Russian Culture
By Lindsay KosarevLesson 1: Myths and Legends of Soviet Russia
Censorship and Workcamps
Censorship
Stalin was not just Russia leader (or dictator), Stalin was Russia’s Father. Stalin is also a product of his times. He was a strong leader when Russia needed him most; he was not the greatest battle strategist, but Stalin is what unified the country in order to survive the Great Patriotic War. Without Stalin, Russia today might only be those lands located in Siberia. This does not excuse his war crimes, but that is a different topic. Stalin was a harsh Father to his people, but no matter how cold the History Channel paints this one man, they can never capture the pride the Russia people had in Stalin at the time. He held before the Russian people the Grail of the times and I think there are very few wars in the history of modern times when the citizens of a country were so unified and sacrificing in battle and war times.
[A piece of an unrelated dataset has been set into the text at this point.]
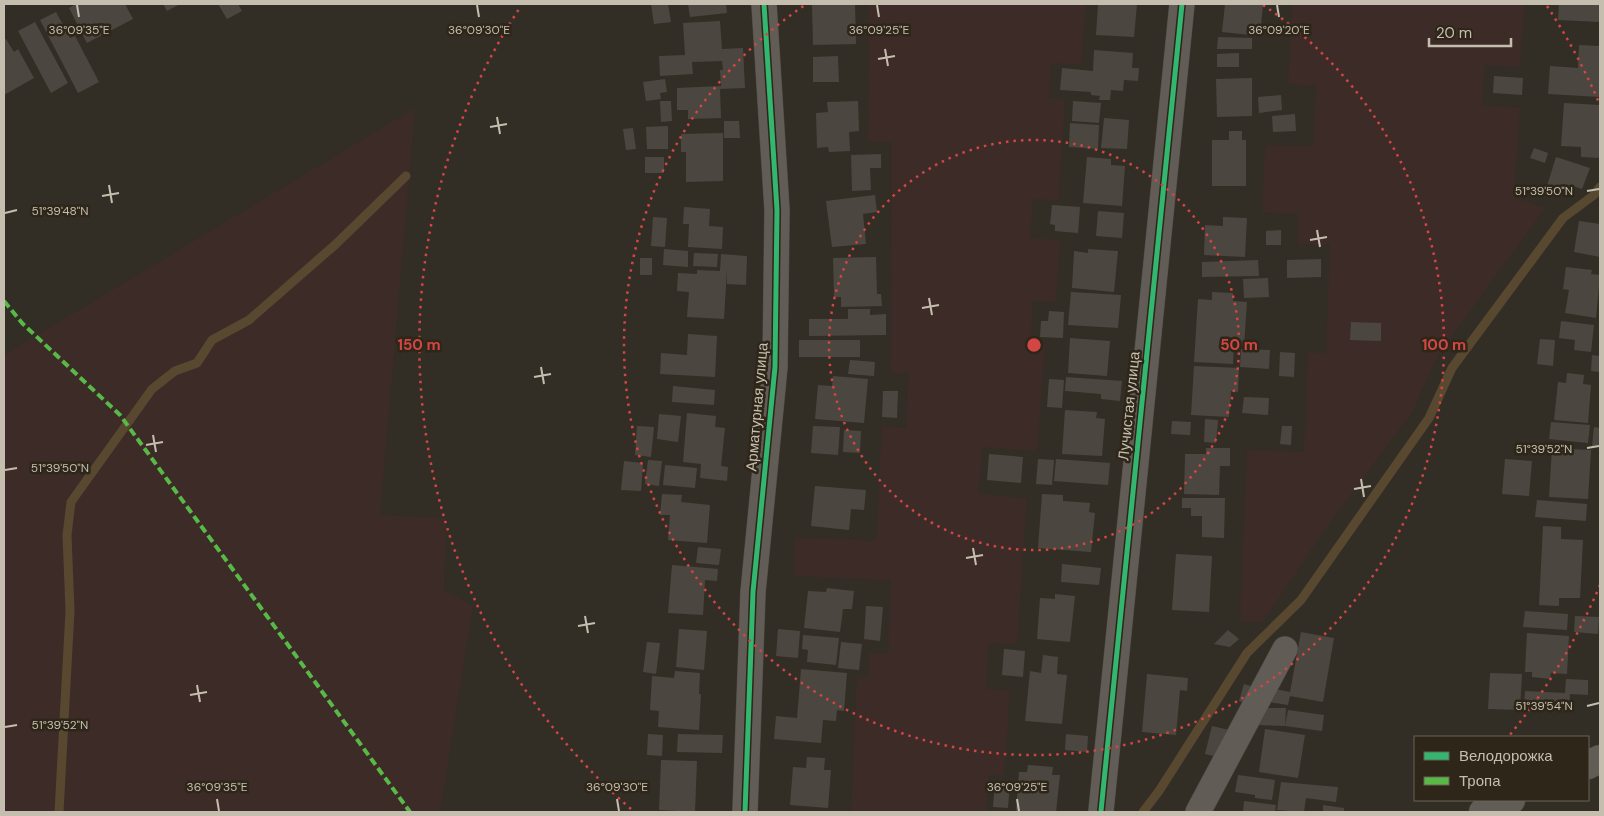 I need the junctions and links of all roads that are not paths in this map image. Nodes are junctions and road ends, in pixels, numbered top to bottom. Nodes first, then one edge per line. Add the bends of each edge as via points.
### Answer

Russia came too close to losing herself in that war. Dissidence could not be afforded at that time. But Russian censorship was a funny thing. It was not as all encompassing as we were lead to believe. And actually it was the neighbor or co-worker who was the greatest censor in the life of an average person. Governmental censorship seemed to change like the wind. Not many works or topics were banned for the entire history of Soviet Russia. A painting could be banned and in five years it could be the toast of the town, and then banned again, and the cycle continued. Not all works or authors that were critical of the Soviet state were completely banned either. Mikhail A. Bulgakov was a struggling playwright, whose plays never made it past the censors. In frustration Bulgakov wrote a personal letter to Stalin, explaining that all he wanted was to be a good citizen. Stalin gave Bulgakov a position at a theater as the house playwright and Bulgakov wrote many critically acclaimed plays during that time, some satirical and some historical, but not everyone was complementing the Soviet state. This is not to say, artists and writers were not punished (exiled, sent to work camps, put under house arrest, or just plain murdered) by the state for their dissent.
But I am trying to show that censorship was not cut and dry in the Soviet State. Even Stalin, once beloved and adored, was banned eventually. I feel the government had very little to do with censorship. Instead, I feel that it was the public opinion and communistic academic critics who played the largest part in decided what was to be banned and was to be allowed. After the horrors of the Great Patriotic were sufficiently put to rest and Stalin good and dead, the public saw fit to destroy the Stalin cult and anything that had to with Stalin (this was in the 1960’s). Stalingrad was renamed Volgograd, statues were dismantled and destroyed (in Volgograd they dumped Stalin in the river!), and pictures burned.
Work Camps
This is a very difficult subject to explain. During the Great Patriotic war, if you were not fighting, then you were in a work camp. The populations of Russia after WWII was, at the most 50% of the population that Russia had before the war. Work camps are similar to concentration camps, except that a prisoner was worked to death, instead of gassed. The common criminal was not immediately sent to a work camp. These camps were reserved mainly for felonies and treason. Treason was a matter taken very seriously. If you were not Russian by ethnicity you were a suspect for treason. Entire ethnic populations, such as the Tuva and the Kalmykians, were relocated to work camps during the WWII era.
When those horrors were over, Russians forgot. There are many statistics for the number of people killed and/or imprisoned during this time, but the range is so great between them that is almost not worth mentioned any numbers at all.